WHAT THE TASK ASKS →
Among the records that follow, set down only the lines from the one containing "e = blur * i / 6" to the one containing "cr.restore()", both included, exactly.

PROVIDED RECORDS →
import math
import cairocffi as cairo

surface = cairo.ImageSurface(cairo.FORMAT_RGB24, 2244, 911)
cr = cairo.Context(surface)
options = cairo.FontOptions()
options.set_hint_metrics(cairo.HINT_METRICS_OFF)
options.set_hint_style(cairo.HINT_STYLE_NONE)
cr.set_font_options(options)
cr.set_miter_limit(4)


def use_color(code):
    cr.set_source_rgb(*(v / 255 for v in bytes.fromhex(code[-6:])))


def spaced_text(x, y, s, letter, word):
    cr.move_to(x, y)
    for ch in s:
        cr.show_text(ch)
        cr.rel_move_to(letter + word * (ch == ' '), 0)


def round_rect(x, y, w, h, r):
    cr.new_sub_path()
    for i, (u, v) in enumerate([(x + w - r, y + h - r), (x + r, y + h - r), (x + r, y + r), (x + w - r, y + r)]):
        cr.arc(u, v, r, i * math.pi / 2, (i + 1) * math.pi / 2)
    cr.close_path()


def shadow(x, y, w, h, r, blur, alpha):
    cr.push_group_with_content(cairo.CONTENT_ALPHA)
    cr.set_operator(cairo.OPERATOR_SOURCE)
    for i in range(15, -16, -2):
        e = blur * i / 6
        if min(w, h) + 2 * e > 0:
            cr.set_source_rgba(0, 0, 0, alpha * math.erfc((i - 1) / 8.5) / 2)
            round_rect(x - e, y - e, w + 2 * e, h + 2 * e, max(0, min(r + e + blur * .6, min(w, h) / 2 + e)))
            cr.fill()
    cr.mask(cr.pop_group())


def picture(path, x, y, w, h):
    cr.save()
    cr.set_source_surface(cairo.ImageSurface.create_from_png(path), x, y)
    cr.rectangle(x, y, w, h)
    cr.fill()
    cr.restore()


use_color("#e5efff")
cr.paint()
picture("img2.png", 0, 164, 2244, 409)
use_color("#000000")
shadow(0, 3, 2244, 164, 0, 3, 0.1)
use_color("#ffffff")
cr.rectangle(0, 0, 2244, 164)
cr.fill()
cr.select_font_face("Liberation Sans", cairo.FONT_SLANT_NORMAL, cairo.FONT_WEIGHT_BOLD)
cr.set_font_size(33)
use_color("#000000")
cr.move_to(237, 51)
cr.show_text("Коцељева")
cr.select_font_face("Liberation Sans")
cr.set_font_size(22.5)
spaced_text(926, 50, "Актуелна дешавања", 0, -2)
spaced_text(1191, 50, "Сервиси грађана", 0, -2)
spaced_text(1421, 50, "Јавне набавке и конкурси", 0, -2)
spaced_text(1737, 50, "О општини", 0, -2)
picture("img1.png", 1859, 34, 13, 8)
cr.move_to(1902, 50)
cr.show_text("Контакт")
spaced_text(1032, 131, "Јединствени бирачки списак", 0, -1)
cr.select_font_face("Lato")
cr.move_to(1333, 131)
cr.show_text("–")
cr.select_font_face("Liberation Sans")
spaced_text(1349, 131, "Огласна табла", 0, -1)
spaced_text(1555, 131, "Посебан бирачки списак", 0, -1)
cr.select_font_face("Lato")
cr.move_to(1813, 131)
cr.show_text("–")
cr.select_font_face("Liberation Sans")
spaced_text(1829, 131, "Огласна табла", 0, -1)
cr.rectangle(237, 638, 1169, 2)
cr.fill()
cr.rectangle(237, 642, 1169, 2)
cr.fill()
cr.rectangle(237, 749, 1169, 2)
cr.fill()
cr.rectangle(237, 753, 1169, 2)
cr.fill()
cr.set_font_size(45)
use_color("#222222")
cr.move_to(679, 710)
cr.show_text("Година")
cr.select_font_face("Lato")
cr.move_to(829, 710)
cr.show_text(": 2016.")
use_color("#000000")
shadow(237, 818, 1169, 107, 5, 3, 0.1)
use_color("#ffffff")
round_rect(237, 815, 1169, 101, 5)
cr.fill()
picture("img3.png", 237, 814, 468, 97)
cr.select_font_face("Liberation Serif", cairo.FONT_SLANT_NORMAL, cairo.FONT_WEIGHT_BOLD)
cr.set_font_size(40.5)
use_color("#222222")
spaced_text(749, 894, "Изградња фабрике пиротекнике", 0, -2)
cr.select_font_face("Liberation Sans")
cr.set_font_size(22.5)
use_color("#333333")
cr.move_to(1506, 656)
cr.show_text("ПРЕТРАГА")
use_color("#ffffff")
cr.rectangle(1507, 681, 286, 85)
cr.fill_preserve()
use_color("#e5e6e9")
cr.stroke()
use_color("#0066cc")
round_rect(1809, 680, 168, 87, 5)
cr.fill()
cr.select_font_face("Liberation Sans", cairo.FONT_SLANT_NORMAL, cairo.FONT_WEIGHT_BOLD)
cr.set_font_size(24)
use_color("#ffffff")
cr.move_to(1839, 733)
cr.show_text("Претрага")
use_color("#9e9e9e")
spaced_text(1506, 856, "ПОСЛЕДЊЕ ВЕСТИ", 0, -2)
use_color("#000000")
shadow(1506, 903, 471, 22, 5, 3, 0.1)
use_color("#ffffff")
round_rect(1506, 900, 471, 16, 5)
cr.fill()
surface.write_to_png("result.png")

TASK SOLUTION →
        e = blur * i / 6
        if min(w, h) + 2 * e > 0:
            cr.set_source_rgba(0, 0, 0, alpha * math.erfc((i - 1) / 8.5) / 2)
            round_rect(x - e, y - e, w + 2 * e, h + 2 * e, max(0, min(r + e + blur * .6, min(w, h) / 2 + e)))
            cr.fill()
    cr.mask(cr.pop_group())


def picture(path, x, y, w, h):
    cr.save()
    cr.set_source_surface(cairo.ImageSurface.create_from_png(path), x, y)
    cr.rectangle(x, y, w, h)
    cr.fill()
    cr.restore()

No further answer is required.